**ASSIGNED TASK**: Count the lines below that carry the word "Heweliusza". Answer with that number alone.

Stored data entries
■ ■ ■ ■ ■
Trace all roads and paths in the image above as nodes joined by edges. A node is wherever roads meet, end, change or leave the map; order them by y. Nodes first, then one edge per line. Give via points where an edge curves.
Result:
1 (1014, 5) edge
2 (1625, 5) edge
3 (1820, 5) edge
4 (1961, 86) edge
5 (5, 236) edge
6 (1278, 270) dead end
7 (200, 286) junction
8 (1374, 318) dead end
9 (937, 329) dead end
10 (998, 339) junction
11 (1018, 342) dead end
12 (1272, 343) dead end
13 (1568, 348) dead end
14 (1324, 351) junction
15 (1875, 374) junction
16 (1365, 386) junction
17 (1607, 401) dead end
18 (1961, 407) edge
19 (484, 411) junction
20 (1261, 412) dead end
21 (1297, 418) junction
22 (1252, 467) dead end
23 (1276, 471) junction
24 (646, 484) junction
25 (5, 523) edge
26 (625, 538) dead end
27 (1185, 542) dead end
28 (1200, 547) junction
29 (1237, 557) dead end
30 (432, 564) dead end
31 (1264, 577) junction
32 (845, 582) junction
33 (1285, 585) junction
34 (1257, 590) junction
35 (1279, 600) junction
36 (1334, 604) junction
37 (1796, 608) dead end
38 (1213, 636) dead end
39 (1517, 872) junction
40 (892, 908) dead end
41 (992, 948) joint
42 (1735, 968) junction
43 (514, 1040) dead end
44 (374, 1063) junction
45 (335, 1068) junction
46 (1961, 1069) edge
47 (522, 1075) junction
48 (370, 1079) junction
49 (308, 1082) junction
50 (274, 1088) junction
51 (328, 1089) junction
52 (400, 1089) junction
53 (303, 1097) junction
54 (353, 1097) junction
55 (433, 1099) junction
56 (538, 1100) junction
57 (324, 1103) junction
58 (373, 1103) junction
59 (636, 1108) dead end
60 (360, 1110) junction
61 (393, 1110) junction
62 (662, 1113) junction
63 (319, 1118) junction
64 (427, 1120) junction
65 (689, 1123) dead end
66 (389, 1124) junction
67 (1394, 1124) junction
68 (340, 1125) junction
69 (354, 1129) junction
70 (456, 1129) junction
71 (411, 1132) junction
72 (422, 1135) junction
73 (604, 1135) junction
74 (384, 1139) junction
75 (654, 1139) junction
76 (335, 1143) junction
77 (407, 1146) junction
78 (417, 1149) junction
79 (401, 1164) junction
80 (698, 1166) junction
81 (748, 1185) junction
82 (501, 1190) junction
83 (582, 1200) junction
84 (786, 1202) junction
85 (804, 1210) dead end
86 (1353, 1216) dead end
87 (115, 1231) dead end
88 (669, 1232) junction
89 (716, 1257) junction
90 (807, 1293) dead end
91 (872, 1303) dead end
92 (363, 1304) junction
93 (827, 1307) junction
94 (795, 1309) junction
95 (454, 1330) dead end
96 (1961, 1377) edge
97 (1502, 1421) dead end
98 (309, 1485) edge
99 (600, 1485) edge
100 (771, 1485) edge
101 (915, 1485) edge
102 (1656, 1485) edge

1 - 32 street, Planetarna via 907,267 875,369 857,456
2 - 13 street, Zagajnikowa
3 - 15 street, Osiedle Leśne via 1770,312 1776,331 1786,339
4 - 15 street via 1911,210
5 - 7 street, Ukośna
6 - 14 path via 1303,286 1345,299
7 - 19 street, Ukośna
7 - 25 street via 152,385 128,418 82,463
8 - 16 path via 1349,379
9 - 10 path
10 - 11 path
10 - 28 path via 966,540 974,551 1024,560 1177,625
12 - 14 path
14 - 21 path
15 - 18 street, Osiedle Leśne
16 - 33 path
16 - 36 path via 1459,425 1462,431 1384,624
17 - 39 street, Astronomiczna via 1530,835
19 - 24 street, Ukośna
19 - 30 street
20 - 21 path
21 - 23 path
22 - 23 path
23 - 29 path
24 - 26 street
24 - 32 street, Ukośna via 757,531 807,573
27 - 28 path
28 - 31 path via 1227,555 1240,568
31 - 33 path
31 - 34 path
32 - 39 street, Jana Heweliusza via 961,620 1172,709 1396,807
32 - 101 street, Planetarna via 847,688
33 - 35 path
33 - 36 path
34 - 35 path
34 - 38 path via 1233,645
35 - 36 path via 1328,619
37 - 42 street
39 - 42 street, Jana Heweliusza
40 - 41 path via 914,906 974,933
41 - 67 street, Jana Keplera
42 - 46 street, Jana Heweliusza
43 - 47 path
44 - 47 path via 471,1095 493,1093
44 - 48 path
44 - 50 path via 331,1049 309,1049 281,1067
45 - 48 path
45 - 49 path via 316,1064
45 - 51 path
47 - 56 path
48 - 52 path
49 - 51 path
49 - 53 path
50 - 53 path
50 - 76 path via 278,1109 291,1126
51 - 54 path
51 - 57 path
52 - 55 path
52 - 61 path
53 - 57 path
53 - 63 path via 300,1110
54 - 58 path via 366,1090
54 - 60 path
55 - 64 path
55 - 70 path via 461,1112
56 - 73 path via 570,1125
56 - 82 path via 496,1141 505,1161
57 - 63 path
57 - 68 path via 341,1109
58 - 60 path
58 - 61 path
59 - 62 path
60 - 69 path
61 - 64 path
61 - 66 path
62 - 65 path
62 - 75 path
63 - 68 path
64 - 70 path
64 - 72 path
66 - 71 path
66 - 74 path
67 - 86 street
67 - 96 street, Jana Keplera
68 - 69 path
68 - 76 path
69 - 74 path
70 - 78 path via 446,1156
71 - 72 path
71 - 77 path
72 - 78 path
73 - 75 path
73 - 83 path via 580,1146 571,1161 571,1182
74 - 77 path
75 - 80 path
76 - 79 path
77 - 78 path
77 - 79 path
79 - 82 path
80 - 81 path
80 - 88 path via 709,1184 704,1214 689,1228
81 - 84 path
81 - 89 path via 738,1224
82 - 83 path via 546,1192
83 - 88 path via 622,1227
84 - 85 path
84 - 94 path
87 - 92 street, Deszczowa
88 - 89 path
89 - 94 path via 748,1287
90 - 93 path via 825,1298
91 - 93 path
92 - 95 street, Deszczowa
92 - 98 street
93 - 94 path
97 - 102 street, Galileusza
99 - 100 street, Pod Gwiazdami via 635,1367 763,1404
■ ■ ■ ■ ■
**RESPONSE BELOW**: 3